The reason I use "content mining" and not "Text and Data Mining" is that science consists of more than text - images, audio video, code and much more. Text is the best known and the most immediately tractable and many scientific disciplines have developed Natural Language Processing (NLP). In our group Lezan Hawizy, Peter Corbett, David Jessop, Daniel Lowe and others have developed ChemicalTagger, OSCAR, Patent Analysis, and OPSIN. (http://www-pmr.ch.cam.ac.uk/wiki/Main_Page ). So the contentmine.org is exactly that - an org that mines content.
But words are often a poor way of representing science and images are common. A general approach to processing all images is very hard and 2 years ago I though it was effectively impossible. However with hard work some subsets can be tractable. Here we show you some of the possibilities in phylogenetic trees (evolutionary trees). What is described below is simple to follow and simple to carry out, but it took me some months of exploration to find the best strategy. And I owe a great debt to Noureddin Sadawi who introduced me to thinning - I haven't used his code but his experience was invaluable.
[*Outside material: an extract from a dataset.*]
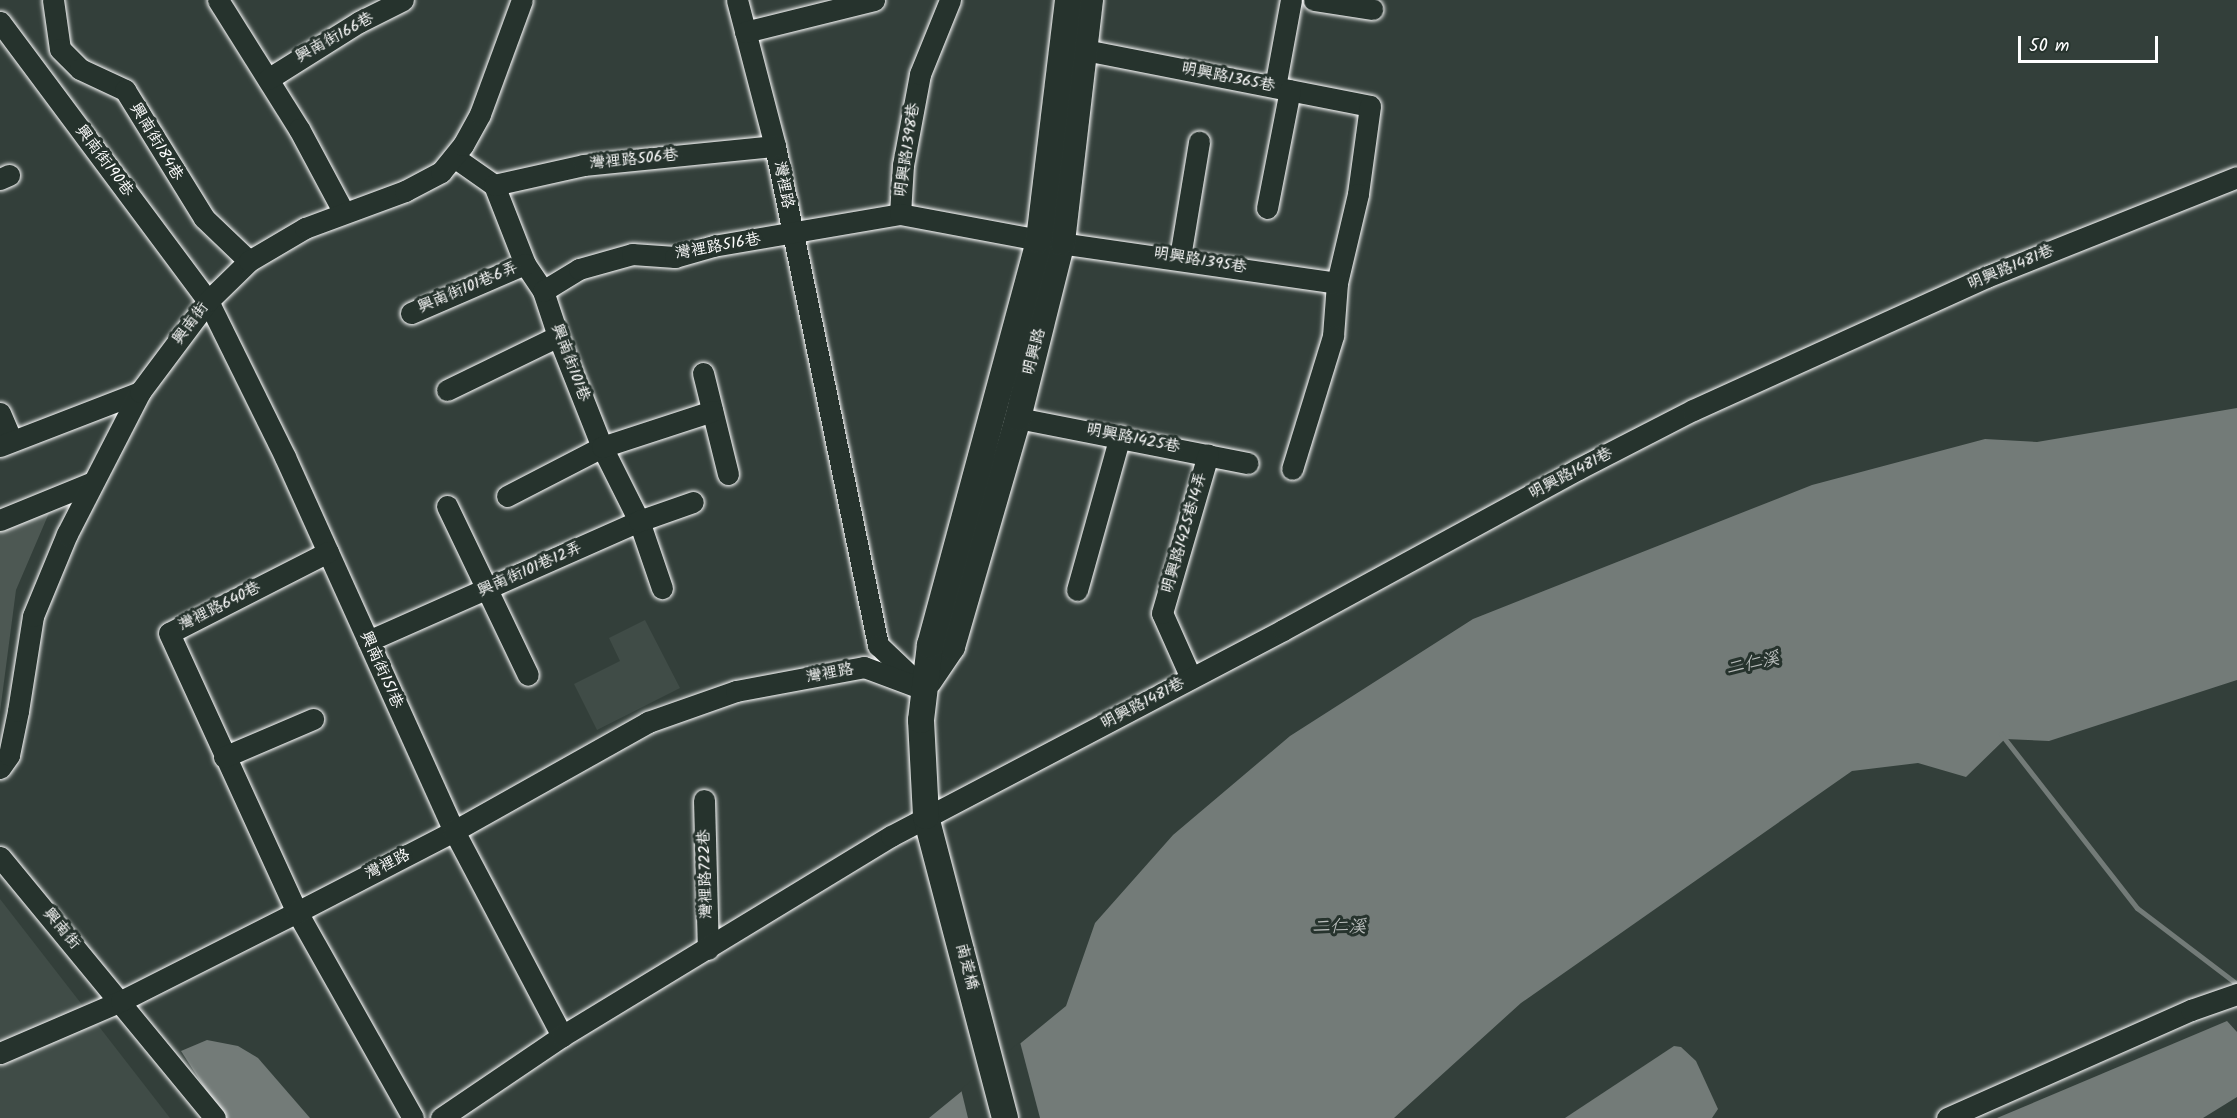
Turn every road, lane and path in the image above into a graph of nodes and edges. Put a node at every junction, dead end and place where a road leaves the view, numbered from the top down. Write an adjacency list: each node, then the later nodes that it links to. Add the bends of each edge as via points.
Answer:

But you don't need to worry. Here's a typical tree. Its from PLoSONE, (http://www.plosone.org/article/info%3Adoi%2F10.1371%2Fjournal.pone.0036933 - "Adaptive Evolution of HIV at HLA Epitopes Is Associated with Ethnicity in Canada" .
The tree has been wrapped into a circle with the Root at the centre and the leaves/tips on the edge of the circle. To transcribe this manually would take hours - we show it being done in a second.
There isn't always a standard way of doing things but for many diagrams we have to:
- flatten (remove shades of gray)
- separate colours (often by flattening them)
- threshold (remove noise) and background)
- thin (remove all pixels except the 1-pixel-think backbone)
and here is the thinned diagram:
You'll see that the lines are all still there but exactly 1 pixel thick. (We've lost a few colours, but that's irrelevant for this example). Now we are going to look at the tree (and ignore the labels):
This has been selected automatically on pixel count, but we can also use bounding boxes and many shape characteristics.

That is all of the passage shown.